> [RECORDS PROVIDED]:
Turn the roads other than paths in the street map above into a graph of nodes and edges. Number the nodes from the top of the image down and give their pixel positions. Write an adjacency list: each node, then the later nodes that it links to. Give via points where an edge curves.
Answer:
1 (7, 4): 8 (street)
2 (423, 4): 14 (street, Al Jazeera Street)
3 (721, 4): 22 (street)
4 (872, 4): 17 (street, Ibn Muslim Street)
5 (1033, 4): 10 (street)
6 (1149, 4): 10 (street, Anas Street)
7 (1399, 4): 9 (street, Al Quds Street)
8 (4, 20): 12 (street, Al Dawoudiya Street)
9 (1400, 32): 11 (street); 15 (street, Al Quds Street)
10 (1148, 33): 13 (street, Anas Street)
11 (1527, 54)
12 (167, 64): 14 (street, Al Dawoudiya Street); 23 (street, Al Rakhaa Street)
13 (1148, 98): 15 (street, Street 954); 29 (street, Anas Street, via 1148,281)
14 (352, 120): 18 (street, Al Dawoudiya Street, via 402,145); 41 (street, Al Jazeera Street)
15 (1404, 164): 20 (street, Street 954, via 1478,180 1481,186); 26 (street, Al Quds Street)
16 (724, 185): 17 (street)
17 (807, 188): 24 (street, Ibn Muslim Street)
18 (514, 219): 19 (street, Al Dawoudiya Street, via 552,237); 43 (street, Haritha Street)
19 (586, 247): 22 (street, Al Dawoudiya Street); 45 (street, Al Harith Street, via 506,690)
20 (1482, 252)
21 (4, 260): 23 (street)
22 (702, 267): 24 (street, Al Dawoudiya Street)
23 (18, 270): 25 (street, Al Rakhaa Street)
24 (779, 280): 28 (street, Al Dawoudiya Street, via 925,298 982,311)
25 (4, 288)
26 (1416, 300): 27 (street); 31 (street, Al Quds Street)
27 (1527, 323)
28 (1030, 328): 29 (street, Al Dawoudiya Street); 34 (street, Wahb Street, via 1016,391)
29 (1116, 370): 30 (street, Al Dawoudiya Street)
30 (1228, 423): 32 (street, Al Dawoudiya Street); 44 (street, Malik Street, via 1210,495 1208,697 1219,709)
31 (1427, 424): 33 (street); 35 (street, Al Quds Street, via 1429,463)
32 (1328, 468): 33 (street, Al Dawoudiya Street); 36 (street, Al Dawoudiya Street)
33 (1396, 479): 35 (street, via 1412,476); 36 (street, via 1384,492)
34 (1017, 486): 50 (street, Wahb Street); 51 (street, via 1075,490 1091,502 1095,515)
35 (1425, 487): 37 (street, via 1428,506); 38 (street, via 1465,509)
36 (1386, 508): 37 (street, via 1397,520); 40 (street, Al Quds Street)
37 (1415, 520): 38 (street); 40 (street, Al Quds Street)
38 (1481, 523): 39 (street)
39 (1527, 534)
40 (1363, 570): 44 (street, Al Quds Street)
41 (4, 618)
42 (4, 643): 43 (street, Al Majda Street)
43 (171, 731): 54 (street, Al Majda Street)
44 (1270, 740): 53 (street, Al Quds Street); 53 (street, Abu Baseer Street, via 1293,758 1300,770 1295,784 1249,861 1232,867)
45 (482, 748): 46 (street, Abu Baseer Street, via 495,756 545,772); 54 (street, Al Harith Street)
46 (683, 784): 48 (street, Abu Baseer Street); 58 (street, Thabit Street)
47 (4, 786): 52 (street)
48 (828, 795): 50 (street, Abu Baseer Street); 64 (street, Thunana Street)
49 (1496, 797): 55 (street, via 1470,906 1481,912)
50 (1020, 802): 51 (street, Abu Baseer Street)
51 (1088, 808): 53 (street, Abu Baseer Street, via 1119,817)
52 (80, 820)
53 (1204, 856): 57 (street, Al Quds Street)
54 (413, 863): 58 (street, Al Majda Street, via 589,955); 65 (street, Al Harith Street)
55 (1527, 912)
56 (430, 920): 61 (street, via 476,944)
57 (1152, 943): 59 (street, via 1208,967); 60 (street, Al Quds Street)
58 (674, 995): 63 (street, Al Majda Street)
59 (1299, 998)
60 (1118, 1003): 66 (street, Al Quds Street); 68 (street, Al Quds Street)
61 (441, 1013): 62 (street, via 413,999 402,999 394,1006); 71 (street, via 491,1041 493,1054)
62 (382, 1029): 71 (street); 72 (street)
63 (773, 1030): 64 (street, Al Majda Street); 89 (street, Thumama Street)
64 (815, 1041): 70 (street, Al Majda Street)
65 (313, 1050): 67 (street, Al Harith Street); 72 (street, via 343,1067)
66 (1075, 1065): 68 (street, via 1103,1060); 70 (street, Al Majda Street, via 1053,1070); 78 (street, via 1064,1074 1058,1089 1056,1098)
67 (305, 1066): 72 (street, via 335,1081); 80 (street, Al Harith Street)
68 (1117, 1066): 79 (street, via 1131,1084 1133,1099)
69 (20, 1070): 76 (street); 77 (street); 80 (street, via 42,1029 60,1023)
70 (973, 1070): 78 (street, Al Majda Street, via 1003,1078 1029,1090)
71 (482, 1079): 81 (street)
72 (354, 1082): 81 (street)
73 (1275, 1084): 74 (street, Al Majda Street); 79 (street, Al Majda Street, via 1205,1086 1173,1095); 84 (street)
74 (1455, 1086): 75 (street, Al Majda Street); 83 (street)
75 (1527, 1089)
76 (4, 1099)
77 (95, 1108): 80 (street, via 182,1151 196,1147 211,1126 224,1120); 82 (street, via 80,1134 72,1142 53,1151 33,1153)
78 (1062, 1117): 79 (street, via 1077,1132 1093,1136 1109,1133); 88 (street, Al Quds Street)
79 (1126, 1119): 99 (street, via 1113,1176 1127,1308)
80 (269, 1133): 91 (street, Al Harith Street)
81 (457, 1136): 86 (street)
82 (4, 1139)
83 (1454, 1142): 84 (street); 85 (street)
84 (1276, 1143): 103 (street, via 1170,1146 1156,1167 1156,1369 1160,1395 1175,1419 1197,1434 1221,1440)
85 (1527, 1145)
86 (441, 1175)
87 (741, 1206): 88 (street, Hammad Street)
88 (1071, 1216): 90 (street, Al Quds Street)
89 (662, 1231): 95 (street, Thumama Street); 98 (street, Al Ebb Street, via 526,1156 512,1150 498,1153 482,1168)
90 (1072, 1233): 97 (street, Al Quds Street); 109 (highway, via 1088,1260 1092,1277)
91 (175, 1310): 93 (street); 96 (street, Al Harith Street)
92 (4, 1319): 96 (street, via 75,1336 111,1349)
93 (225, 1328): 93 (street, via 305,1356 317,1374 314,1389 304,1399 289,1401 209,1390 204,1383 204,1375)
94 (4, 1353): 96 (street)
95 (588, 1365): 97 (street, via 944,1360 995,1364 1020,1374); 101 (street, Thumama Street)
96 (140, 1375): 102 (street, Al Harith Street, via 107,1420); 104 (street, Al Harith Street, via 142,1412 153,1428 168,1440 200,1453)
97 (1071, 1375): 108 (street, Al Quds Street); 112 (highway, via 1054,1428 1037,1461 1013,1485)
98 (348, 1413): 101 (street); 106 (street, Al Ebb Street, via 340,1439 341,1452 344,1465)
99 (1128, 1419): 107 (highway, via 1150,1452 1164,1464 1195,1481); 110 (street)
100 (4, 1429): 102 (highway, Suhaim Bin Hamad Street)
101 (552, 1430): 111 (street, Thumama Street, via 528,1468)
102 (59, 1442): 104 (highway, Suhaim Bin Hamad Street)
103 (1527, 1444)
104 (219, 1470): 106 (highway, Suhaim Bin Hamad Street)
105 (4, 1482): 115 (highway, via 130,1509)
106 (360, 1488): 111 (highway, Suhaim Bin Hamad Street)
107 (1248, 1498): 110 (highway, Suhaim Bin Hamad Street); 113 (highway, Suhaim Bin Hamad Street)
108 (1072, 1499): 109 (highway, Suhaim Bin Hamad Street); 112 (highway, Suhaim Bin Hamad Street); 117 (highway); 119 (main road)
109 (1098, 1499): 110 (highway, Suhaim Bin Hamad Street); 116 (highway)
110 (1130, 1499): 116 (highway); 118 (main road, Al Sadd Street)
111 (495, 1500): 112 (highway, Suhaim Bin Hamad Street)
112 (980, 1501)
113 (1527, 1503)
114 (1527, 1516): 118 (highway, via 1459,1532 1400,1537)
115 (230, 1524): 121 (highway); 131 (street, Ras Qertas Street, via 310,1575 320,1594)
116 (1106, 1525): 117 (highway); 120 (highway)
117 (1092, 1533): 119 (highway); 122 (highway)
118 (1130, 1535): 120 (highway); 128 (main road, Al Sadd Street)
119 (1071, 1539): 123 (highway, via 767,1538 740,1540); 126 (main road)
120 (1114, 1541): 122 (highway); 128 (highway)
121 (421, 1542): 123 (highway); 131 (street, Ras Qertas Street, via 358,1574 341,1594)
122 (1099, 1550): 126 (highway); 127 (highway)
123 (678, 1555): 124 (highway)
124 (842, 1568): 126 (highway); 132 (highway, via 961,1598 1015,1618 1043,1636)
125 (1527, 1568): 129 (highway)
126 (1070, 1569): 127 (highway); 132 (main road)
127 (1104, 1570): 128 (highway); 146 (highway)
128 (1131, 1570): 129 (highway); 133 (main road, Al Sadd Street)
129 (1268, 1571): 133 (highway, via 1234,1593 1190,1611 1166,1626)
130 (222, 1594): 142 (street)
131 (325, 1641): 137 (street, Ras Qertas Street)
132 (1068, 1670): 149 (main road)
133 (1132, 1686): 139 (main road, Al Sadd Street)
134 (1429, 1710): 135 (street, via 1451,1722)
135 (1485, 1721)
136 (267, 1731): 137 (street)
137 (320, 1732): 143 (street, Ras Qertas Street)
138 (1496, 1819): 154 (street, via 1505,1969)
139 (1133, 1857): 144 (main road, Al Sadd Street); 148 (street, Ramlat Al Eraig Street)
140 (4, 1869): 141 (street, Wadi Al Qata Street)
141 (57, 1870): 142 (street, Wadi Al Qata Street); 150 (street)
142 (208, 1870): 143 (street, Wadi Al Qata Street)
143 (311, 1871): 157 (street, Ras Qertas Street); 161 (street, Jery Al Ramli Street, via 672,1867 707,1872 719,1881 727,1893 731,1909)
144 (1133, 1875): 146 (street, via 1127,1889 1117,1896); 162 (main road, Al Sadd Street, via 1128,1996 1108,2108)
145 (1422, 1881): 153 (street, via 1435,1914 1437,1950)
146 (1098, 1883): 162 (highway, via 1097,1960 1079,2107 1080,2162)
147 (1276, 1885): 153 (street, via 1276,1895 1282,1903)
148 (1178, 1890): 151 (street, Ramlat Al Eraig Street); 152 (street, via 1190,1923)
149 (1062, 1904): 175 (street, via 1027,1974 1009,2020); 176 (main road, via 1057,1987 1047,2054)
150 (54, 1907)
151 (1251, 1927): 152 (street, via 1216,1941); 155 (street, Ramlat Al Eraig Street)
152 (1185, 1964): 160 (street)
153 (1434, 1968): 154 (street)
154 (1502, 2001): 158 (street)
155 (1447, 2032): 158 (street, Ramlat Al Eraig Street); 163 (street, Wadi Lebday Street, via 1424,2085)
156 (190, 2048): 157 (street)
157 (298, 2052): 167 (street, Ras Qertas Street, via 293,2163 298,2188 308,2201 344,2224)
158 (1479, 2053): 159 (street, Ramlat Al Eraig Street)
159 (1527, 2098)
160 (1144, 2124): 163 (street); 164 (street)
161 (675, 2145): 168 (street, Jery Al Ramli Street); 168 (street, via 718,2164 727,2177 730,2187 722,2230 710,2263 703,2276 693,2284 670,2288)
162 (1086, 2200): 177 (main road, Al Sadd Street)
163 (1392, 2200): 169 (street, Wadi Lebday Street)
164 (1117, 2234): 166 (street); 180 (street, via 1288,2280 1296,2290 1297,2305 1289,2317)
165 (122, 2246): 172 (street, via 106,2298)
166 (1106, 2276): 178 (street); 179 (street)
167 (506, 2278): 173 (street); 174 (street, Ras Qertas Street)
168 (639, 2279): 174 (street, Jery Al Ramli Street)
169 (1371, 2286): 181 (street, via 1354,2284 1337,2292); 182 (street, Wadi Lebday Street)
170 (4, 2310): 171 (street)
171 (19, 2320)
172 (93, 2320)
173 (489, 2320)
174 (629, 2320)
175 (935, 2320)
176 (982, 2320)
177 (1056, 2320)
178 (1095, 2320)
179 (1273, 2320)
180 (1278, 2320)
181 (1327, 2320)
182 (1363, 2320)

> [GOAL OF THE EXERCISE]: Set apart and copy each line of the records that holds the word "Ramlat".

> [EXERCISE OUTPUT]:
139 (1133, 1857): 144 (main road, Al Sadd Street); 148 (street, Ramlat Al Eraig Street)
148 (1178, 1890): 151 (street, Ramlat Al Eraig Street); 152 (street, via 1190,1923)
151 (1251, 1927): 152 (street, via 1216,1941); 155 (street, Ramlat Al Eraig Street)
155 (1447, 2032): 158 (street, Ramlat Al Eraig Street); 163 (street, Wadi Lebday Street, via 1424,2085)
158 (1479, 2053): 159 (street, Ramlat Al Eraig Street)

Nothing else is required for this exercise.